What to work on:
Each line shown below should be copied exactly.

Exercise data:
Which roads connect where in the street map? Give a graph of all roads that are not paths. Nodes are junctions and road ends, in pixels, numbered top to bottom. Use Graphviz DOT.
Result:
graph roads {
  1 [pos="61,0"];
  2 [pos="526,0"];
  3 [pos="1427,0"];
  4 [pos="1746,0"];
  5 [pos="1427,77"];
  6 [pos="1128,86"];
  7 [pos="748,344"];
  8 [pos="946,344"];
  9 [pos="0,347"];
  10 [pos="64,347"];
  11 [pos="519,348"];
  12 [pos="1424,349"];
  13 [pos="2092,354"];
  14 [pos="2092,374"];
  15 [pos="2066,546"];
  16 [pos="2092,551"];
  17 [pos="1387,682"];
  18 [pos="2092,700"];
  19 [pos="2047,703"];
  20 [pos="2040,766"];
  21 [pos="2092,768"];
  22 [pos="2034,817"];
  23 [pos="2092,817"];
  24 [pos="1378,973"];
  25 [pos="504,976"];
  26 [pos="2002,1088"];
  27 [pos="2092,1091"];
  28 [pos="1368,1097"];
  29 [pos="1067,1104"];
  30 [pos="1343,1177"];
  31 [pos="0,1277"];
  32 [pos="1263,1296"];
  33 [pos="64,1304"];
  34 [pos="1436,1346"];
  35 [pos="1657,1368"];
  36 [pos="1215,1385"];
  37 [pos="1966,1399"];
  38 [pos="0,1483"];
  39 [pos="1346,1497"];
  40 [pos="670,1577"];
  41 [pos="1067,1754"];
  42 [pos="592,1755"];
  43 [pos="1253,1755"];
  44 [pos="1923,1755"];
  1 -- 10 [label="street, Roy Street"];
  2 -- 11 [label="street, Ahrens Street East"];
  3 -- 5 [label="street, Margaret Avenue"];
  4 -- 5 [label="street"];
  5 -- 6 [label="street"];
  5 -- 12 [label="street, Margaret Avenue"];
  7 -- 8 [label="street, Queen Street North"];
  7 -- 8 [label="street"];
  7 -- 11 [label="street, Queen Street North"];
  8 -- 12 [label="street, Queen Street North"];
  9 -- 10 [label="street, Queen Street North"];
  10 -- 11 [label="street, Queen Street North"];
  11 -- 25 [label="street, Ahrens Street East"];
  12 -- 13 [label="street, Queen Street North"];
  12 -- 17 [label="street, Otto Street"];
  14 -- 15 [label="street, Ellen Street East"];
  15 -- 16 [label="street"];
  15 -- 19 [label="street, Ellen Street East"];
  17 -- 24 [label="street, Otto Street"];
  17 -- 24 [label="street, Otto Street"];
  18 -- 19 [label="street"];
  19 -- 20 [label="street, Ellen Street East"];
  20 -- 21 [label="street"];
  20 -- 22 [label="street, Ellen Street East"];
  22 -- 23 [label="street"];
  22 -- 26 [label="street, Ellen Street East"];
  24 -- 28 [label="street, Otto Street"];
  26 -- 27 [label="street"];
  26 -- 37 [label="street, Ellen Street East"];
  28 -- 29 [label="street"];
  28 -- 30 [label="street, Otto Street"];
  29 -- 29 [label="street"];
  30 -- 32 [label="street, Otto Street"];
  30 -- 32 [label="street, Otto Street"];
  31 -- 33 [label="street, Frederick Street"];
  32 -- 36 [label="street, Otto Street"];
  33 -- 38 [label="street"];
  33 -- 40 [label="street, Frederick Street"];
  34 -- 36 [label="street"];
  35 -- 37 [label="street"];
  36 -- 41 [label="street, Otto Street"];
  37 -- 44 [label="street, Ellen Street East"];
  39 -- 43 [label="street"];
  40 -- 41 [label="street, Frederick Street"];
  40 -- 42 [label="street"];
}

Exercise response:
Which roads connect where in the street map? Give a graph of all roads that are not paths. Nodes are junctions and road ends, in pixels, numbered top to bottom. Use Graphviz DOT.
Result:
graph roads {
  1 [pos="61,0"];
  2 [pos="526,0"];
  3 [pos="1427,0"];
  4 [pos="1746,0"];
  5 [pos="1427,77"];
  6 [pos="1128,86"];
  7 [pos="748,344"];
  8 [pos="946,344"];
  9 [pos="0,347"];
  10 [pos="64,347"];
  11 [pos="519,348"];
  12 [pos="1424,349"];
  13 [pos="2092,354"];
  14 [pos="2092,374"];
  15 [pos="2066,546"];
  16 [pos="2092,551"];
  17 [pos="1387,682"];
  18 [pos="2092,700"];
  19 [pos="2047,703"];
  20 [pos="2040,766"];
  21 [pos="2092,768"];
  22 [pos="2034,817"];
  23 [pos="2092,817"];
  24 [pos="1378,973"];
  25 [pos="504,976"];
  26 [pos="2002,1088"];
  27 [pos="2092,1091"];
  28 [pos="1368,1097"];
  29 [pos="1067,1104"];
  30 [pos="1343,1177"];
  31 [pos="0,1277"];
  32 [pos="1263,1296"];
  33 [pos="64,1304"];
  34 [pos="1436,1346"];
  35 [pos="1657,1368"];
  36 [pos="1215,1385"];
  37 [pos="1966,1399"];
  38 [pos="0,1483"];
  39 [pos="1346,1497"];
  40 [pos="670,1577"];
  41 [pos="1067,1754"];
  42 [pos="592,1755"];
  43 [pos="1253,1755"];
  44 [pos="1923,1755"];
  1 -- 10 [label="street, Roy Street"];
  2 -- 11 [label="street, Ahrens Street East"];
  3 -- 5 [label="street, Margaret Avenue"];
  4 -- 5 [label="street"];
  5 -- 6 [label="street"];
  5 -- 12 [label="street, Margaret Avenue"];
  7 -- 8 [label="street, Queen Street North"];
  7 -- 8 [label="street"];
  7 -- 11 [label="street, Queen Street North"];
  8 -- 12 [label="street, Queen Street North"];
  9 -- 10 [label="street, Queen Street North"];
  10 -- 11 [label="street, Queen Street North"];
  11 -- 25 [label="street, Ahrens Street East"];
  12 -- 13 [label="street, Queen Street North"];
  12 -- 17 [label="street, Otto Street"];
  14 -- 15 [label="street, Ellen Street East"];
  15 -- 16 [label="street"];
  15 -- 19 [label="street, Ellen Street East"];
  17 -- 24 [label="street, Otto Street"];
  17 -- 24 [label="street, Otto Street"];
  18 -- 19 [label="street"];
  19 -- 20 [label="street, Ellen Street East"];
  20 -- 21 [label="street"];
  20 -- 22 [label="street, Ellen Street East"];
  22 -- 23 [label="street"];
  22 -- 26 [label="street, Ellen Street East"];
  24 -- 28 [label="street, Otto Street"];
  26 -- 27 [label="street"];
  26 -- 37 [label="street, Ellen Street East"];
  28 -- 29 [label="street"];
  28 -- 30 [label="street, Otto Street"];
  29 -- 29 [label="street"];
  30 -- 32 [label="street, Otto Street"];
  30 -- 32 [label="street, Otto Street"];
  31 -- 33 [label="street, Frederick Street"];
  32 -- 36 [label="street, Otto Street"];
  33 -- 38 [label="street"];
  33 -- 40 [label="street, Frederick Street"];
  34 -- 36 [label="street"];
  35 -- 37 [label="street"];
  36 -- 41 [label="street, Otto Street"];
  37 -- 44 [label="street, Ellen Street East"];
  39 -- 43 [label="street"];
  40 -- 41 [label="street, Frederick Street"];
  40 -- 42 [label="street"];
}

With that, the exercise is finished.